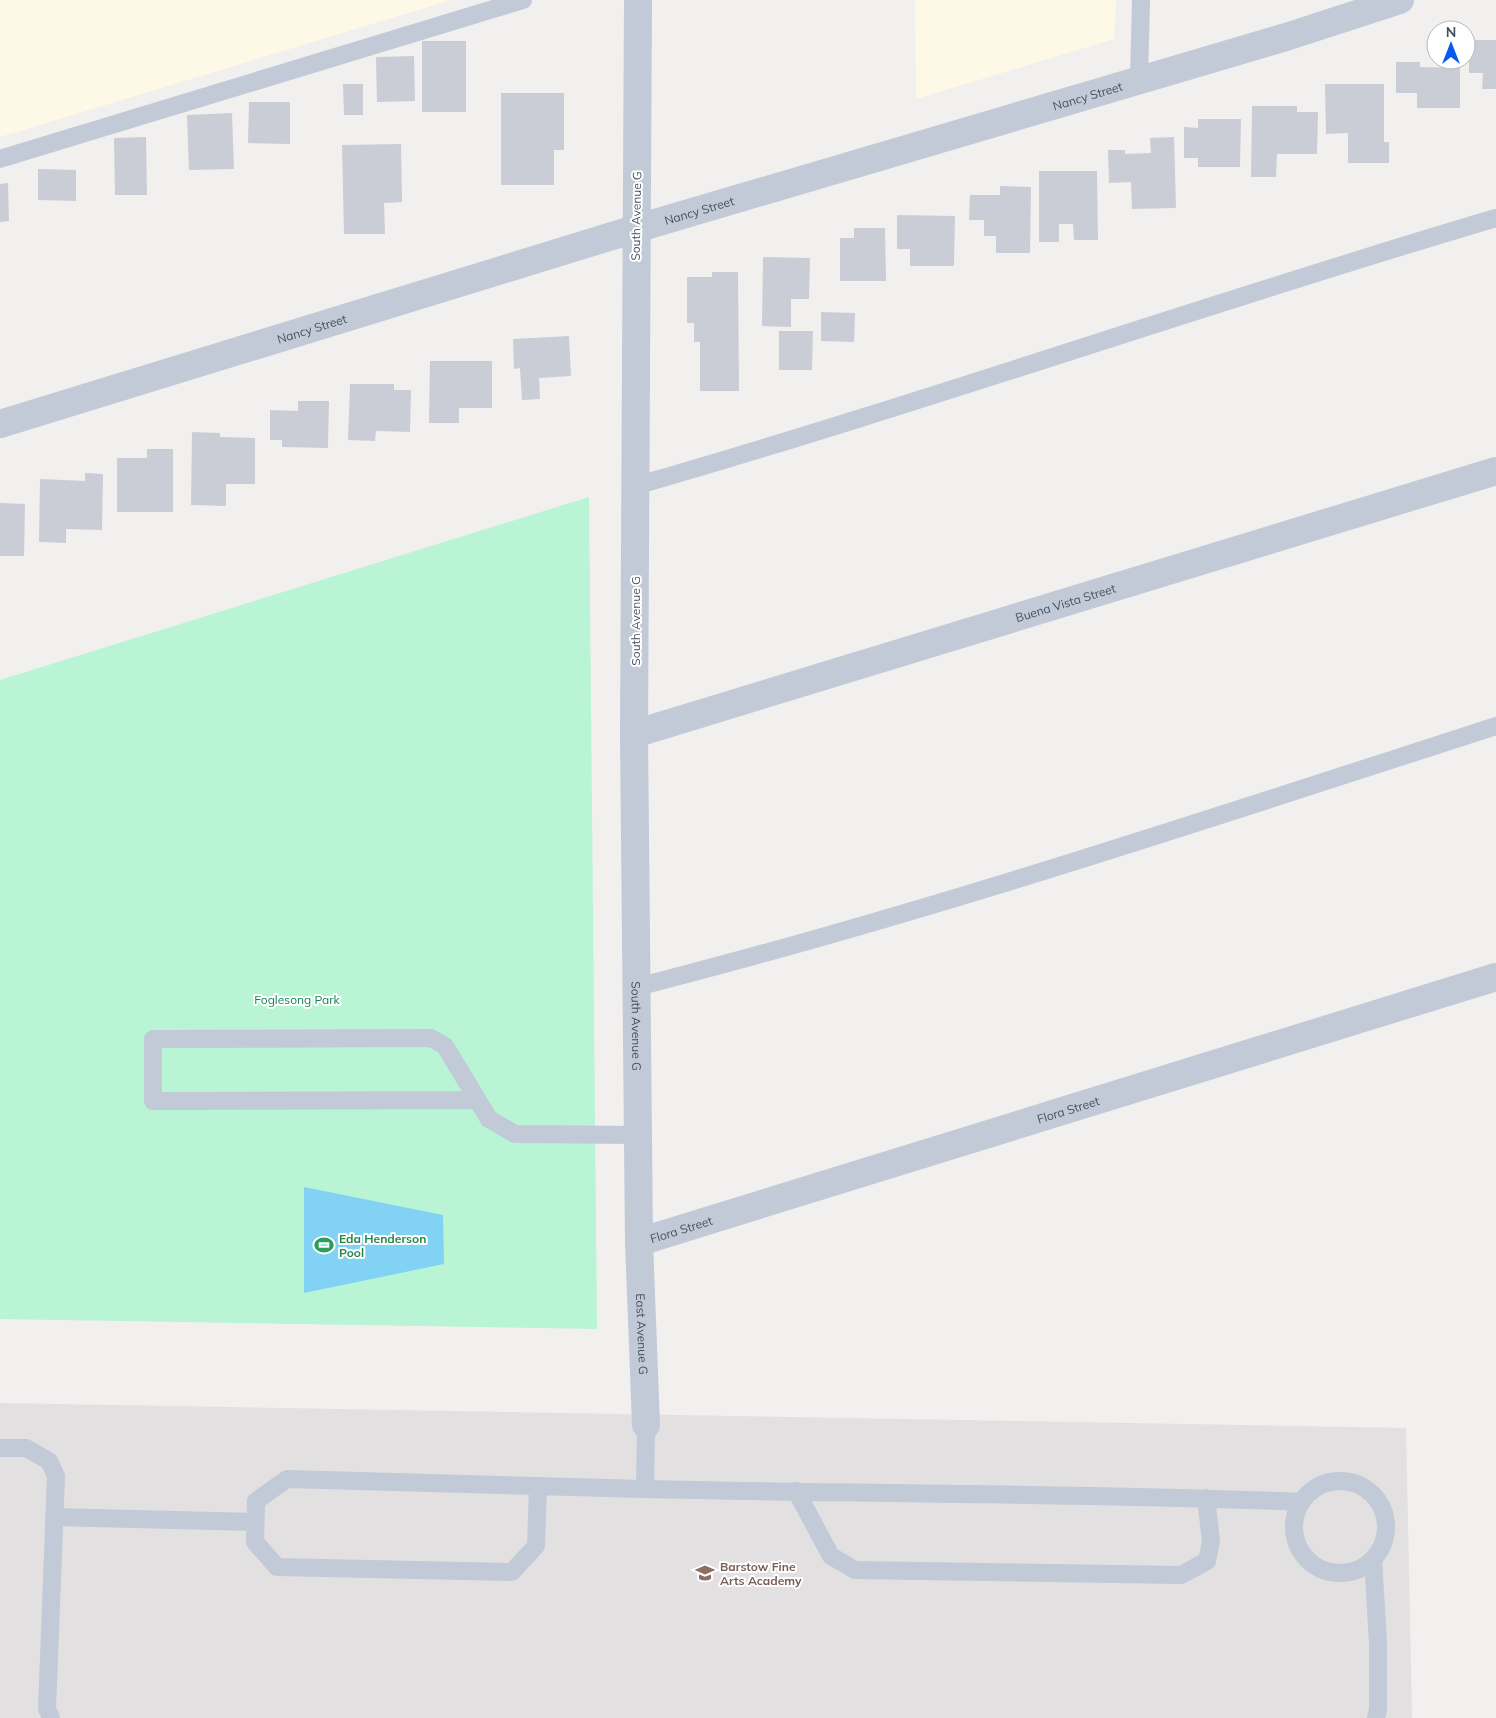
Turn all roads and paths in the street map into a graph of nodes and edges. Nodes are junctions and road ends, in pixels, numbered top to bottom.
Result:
1 (522, 0) edge
2 (638, 0) edge
3 (1141, 0) edge
4 (1400, 0) edge
5 (1139, 80) junction
6 (0, 159) edge
7 (1496, 218) edge
8 (635, 229) junction
9 (0, 424) edge
10 (1496, 471) edge
11 (635, 486) junction
12 (1496, 726) edge
13 (634, 734) junction
14 (1496, 977) edge
15 (637, 987) junction
16 (478, 1100) junction
17 (638, 1135) junction
18 (639, 1242) junction
19 (646, 1426) joint
20 (0, 1448) edge
21 (538, 1486) junction
22 (645, 1489) junction
23 (796, 1491) junction
24 (1206, 1498) junction
25 (1302, 1502) junction
26 (54, 1517) junction
27 (255, 1522) junction
28 (1373, 1559) junction
29 (51, 1718) edge
30 (1376, 1718) edge

1 - 6 lane
2 - 8 street, South Avenue G
3 - 5 lane
4 - 5 street, Nancy Street
5 - 8 street, Nancy Street
7 - 11 lane
8 - 9 street, Nancy Street
8 - 11 street, South Avenue G
10 - 13 street, Buena Vista Street
11 - 13 street, South Avenue G
12 - 15 lane
13 - 15 street, South Avenue G
14 - 18 street, Flora Street
15 - 17 street, South Avenue G
16 - 16 lane
16 - 17 lane
17 - 18 street, South Avenue G
18 - 19 street, East Avenue G
19 - 22 lane
20 - 26 lane
21 - 22 lane
21 - 27 lane
21 - 27 lane
22 - 23 lane
23 - 24 lane
23 - 24 lane
24 - 25 lane
25 - 28 lane
25 - 28 lane
26 - 27 lane
26 - 29 lane
28 - 30 lane

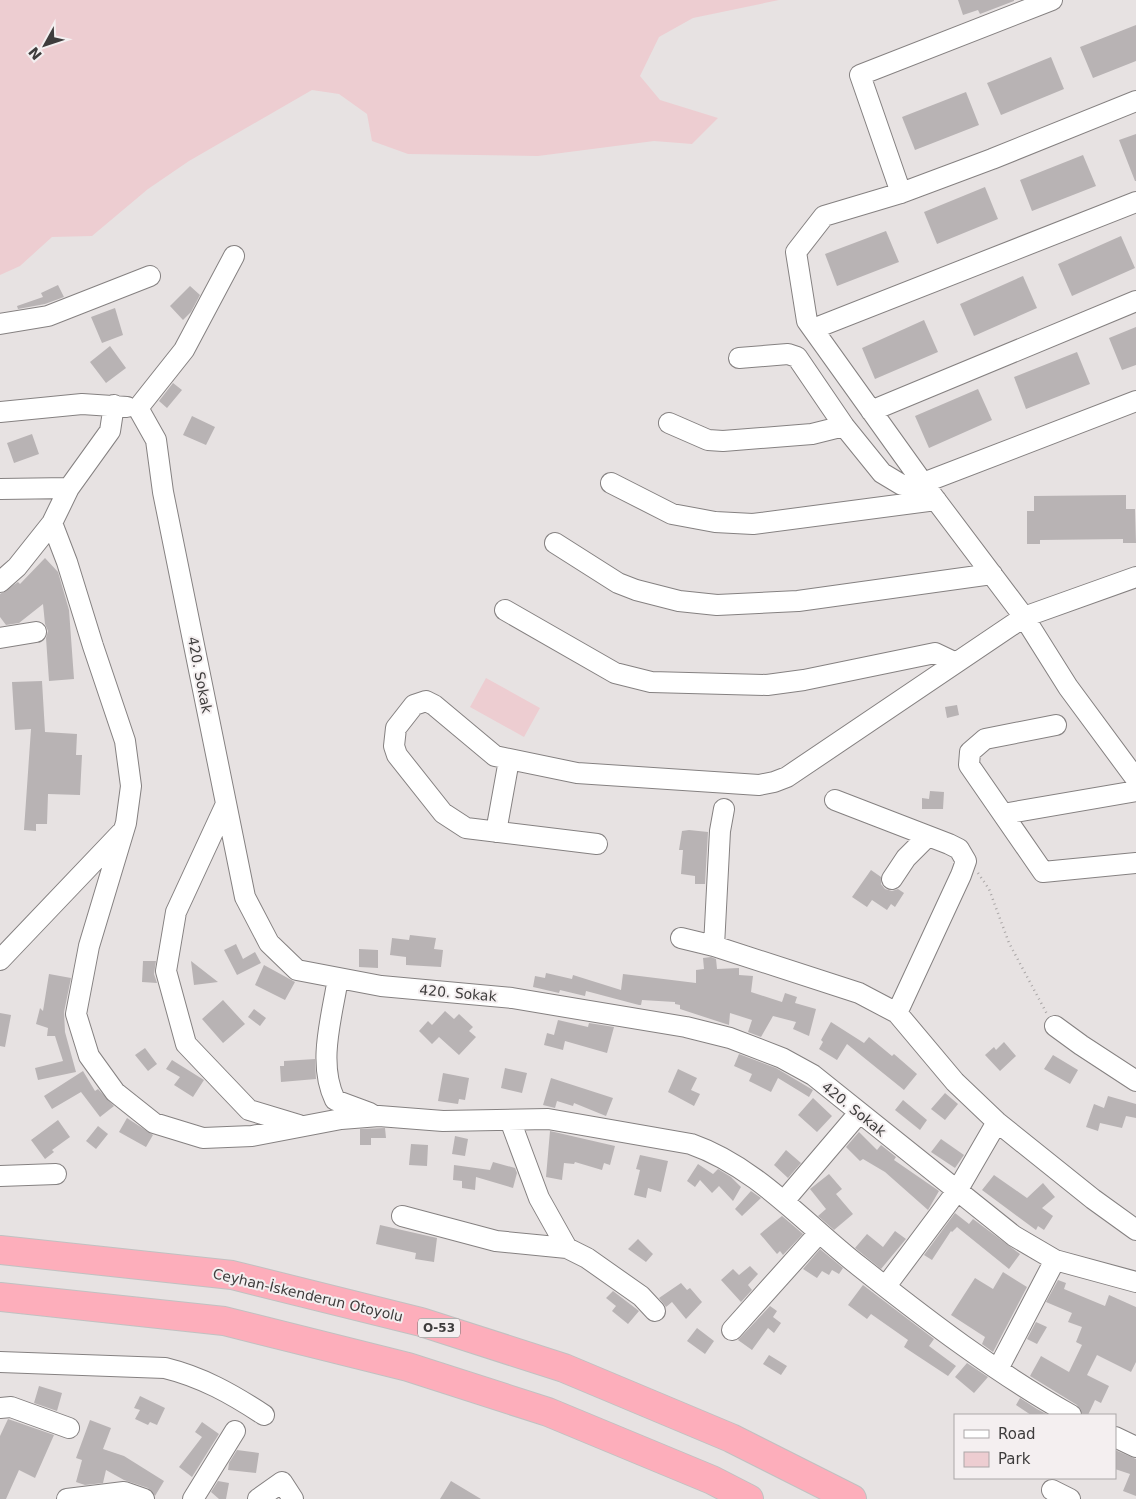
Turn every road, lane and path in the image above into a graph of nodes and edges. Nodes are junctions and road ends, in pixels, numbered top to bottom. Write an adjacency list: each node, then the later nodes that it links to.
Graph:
1 (1052, 0): 3 (street)
2 (1136, 101): 3 (street)
3 (901, 193): 9 (street)
4 (1136, 202): 9 (street)
5 (234, 256): 13 (street)
6 (150, 276): 8 (street)
7 (1136, 301): 14 (street)
8 (0, 324)
9 (812, 329): 14 (street)
10 (739, 358): 17 (street)
11 (1136, 401): 19 (street)
12 (114, 405): 13 (street); 15 (street); 20 (street)
13 (138, 408): 38 (street, 420. Sokak)
14 (871, 411): 19 (street)
15 (0, 412)
16 (670, 423): 17 (street)
17 (844, 426): 19 (street)
18 (611, 484): 22 (street)
19 (923, 484): 22 (street)
20 (69, 488): 21 (street); 23 (street)
21 (0, 490)
22 (936, 500): 25 (street)
23 (52, 523): 27 (street); 41 (street)
24 (555, 543): 25 (street)
25 (992, 574): 29 (street)
26 (1136, 577): 29 (street)
27 (0, 582)
28 (505, 610): 32 (street)
29 (1024, 617): 32 (street); 35 (street)
30 (36, 632): 31 (street)
31 (0, 638)
32 (956, 663): 34 (street)
33 (1056, 725): 40 (street)
34 (509, 760): 42 (street); 42 (street)
35 (1136, 779)
36 (1136, 790): 40 (street)
37 (835, 800): 43 (street)
38 (226, 804): 51 (street, 420. Sokak); 59 (street)
39 (724, 809): 49 (street)
40 (1003, 814): 46 (street)
41 (124, 830): 50 (street); 59 (street)
42 (496, 832): 44 (street)
43 (928, 836): 45 (street); 47 (street)
44 (597, 844)
45 (966, 861): 52 (street); 53 (path)
46 (1136, 863)
47 (892, 878)
48 (681, 938): 49 (street)
49 (714, 946): 52 (street)
50 (0, 960)
51 (338, 978): 55 (street, 420. Sokak); 56 (street)
52 (897, 1013): 58 (street)
53 (1055, 1026): 54 (street)
54 (1136, 1081)
55 (859, 1113): 62 (street, 420. Sokak); 63 (street)
56 (380, 1116): 57 (street); 59 (street)
57 (510, 1120): 63 (street); 67 (street)
58 (997, 1122): 62 (street); 65 (street)
59 (304, 1126)
60 (56, 1174): 61 (street)
61 (0, 1176)
62 (957, 1191): 69 (street, 420. Sokak); 71 (street)
63 (784, 1202): 66 (street)
64 (402, 1216): 67 (street)
65 (1136, 1230)
66 (819, 1233): 71 (street); 74 (street)
67 (566, 1248): 73 (street)
68 (0, 1250): 91 (highway, Ceyhan-İskenderun Otoyolu / O-53)
69 (1055, 1260): 70 (street, 420. Sokak); 76 (street)
70 (1136, 1282)
71 (886, 1286): 76 (street)
72 (0, 1297): 90 (highway)
73 (656, 1311)
74 (732, 1330)
75 (0, 1362): 78 (street)
76 (998, 1369): 79 (street)
77 (0, 1408): 80 (street)
78 (264, 1414)
79 (1068, 1414)
80 (70, 1428)
81 (235, 1431): 87 (street)
82 (1116, 1437): 83 (street)
83 (1136, 1447)
84 (1052, 1490): 92 (street)
85 (67, 1499): 86 (street)
86 (144, 1499)
87 (193, 1499)
88 (258, 1499): 89 (street)
89 (293, 1499)
90 (749, 1499)
91 (852, 1499)
92 (1070, 1499)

TASK.
Output each record verbatim, but skip anything that is a picture.

TASK RESPONSE.
Turn all roads and paths in the street map into a graph of nodes and edges. Nodes are junctions and road ends, in pixels, numbered top to bottom.
Result:
1 (522, 0) edge
2 (638, 0) edge
3 (1141, 0) edge
4 (1400, 0) edge
5 (1139, 80) junction
6 (0, 159) edge
7 (1496, 218) edge
8 (635, 229) junction
9 (0, 424) edge
10 (1496, 471) edge
11 (635, 486) junction
12 (1496, 726) edge
13 (634, 734) junction
14 (1496, 977) edge
15 (637, 987) junction
16 (478, 1100) junction
17 (638, 1135) junction
18 (639, 1242) junction
19 (646, 1426) joint
20 (0, 1448) edge
21 (538, 1486) junction
22 (645, 1489) junction
23 (796, 1491) junction
24 (1206, 1498) junction
25 (1302, 1502) junction
26 (54, 1517) junction
27 (255, 1522) junction
28 (1373, 1559) junction
29 (51, 1718) edge
30 (1376, 1718) edge

1 - 6 lane
2 - 8 street, South Avenue G
3 - 5 lane
4 - 5 street, Nancy Street
5 - 8 street, Nancy Street
7 - 11 lane
8 - 9 street, Nancy Street
8 - 11 street, South Avenue G
10 - 13 street, Buena Vista Street
11 - 13 street, South Avenue G
12 - 15 lane
13 - 15 street, South Avenue G
14 - 18 street, Flora Street
15 - 17 street, South Avenue G
16 - 16 lane
16 - 17 lane
17 - 18 street, South Avenue G
18 - 19 street, East Avenue G
19 - 22 lane
20 - 26 lane
21 - 22 lane
21 - 27 lane
21 - 27 lane
22 - 23 lane
23 - 24 lane
23 - 24 lane
24 - 25 lane
25 - 28 lane
25 - 28 lane
26 - 27 lane
26 - 29 lane
28 - 30 lane

Turn every road, lane and path in the image above into a graph of nodes and edges. Nodes are junctions and road ends, in pixels, numbered top to bottom. Write an adjacency list: each node, then the later nodes that it links to.
Graph:
1 (1052, 0): 3 (street)
2 (1136, 101): 3 (street)
3 (901, 193): 9 (street)
4 (1136, 202): 9 (street)
5 (234, 256): 13 (street)
6 (150, 276): 8 (street)
7 (1136, 301): 14 (street)
8 (0, 324)
9 (812, 329): 14 (street)
10 (739, 358): 17 (street)
11 (1136, 401): 19 (street)
12 (114, 405): 13 (street); 15 (street); 20 (street)
13 (138, 408): 38 (street, 420. Sokak)
14 (871, 411): 19 (street)
15 (0, 412)
16 (670, 423): 17 (street)
17 (844, 426): 19 (street)
18 (611, 484): 22 (street)
19 (923, 484): 22 (street)
20 (69, 488): 21 (street); 23 (street)
21 (0, 490)
22 (936, 500): 25 (street)
23 (52, 523): 27 (street); 41 (street)
24 (555, 543): 25 (street)
25 (992, 574): 29 (street)
26 (1136, 577): 29 (street)
27 (0, 582)
28 (505, 610): 32 (street)
29 (1024, 617): 32 (street); 35 (street)
30 (36, 632): 31 (street)
31 (0, 638)
32 (956, 663): 34 (street)
33 (1056, 725): 40 (street)
34 (509, 760): 42 (street); 42 (street)
35 (1136, 779)
36 (1136, 790): 40 (street)
37 (835, 800): 43 (street)
38 (226, 804): 51 (street, 420. Sokak); 59 (street)
39 (724, 809): 49 (street)
40 (1003, 814): 46 (street)
41 (124, 830): 50 (street); 59 (street)
42 (496, 832): 44 (street)
43 (928, 836): 45 (street); 47 (street)
44 (597, 844)
45 (966, 861): 52 (street); 53 (path)
46 (1136, 863)
47 (892, 878)
48 (681, 938): 49 (street)
49 (714, 946): 52 (street)
50 (0, 960)
51 (338, 978): 55 (street, 420. Sokak); 56 (street)
52 (897, 1013): 58 (street)
53 (1055, 1026): 54 (street)
54 (1136, 1081)
55 (859, 1113): 62 (street, 420. Sokak); 63 (street)
56 (380, 1116): 57 (street); 59 (street)
57 (510, 1120): 63 (street); 67 (street)
58 (997, 1122): 62 (street); 65 (street)
59 (304, 1126)
60 (56, 1174): 61 (street)
61 (0, 1176)
62 (957, 1191): 69 (street, 420. Sokak); 71 (street)
63 (784, 1202): 66 (street)
64 (402, 1216): 67 (street)
65 (1136, 1230)
66 (819, 1233): 71 (street); 74 (street)
67 (566, 1248): 73 (street)
68 (0, 1250): 91 (highway, Ceyhan-İskenderun Otoyolu / O-53)
69 (1055, 1260): 70 (street, 420. Sokak); 76 (street)
70 (1136, 1282)
71 (886, 1286): 76 (street)
72 (0, 1297): 90 (highway)
73 (656, 1311)
74 (732, 1330)
75 (0, 1362): 78 (street)
76 (998, 1369): 79 (street)
77 (0, 1408): 80 (street)
78 (264, 1414)
79 (1068, 1414)
80 (70, 1428)
81 (235, 1431): 87 (street)
82 (1116, 1437): 83 (street)
83 (1136, 1447)
84 (1052, 1490): 92 (street)
85 (67, 1499): 86 (street)
86 (144, 1499)
87 (193, 1499)
88 (258, 1499): 89 (street)
89 (293, 1499)
90 (749, 1499)
91 (852, 1499)
92 (1070, 1499)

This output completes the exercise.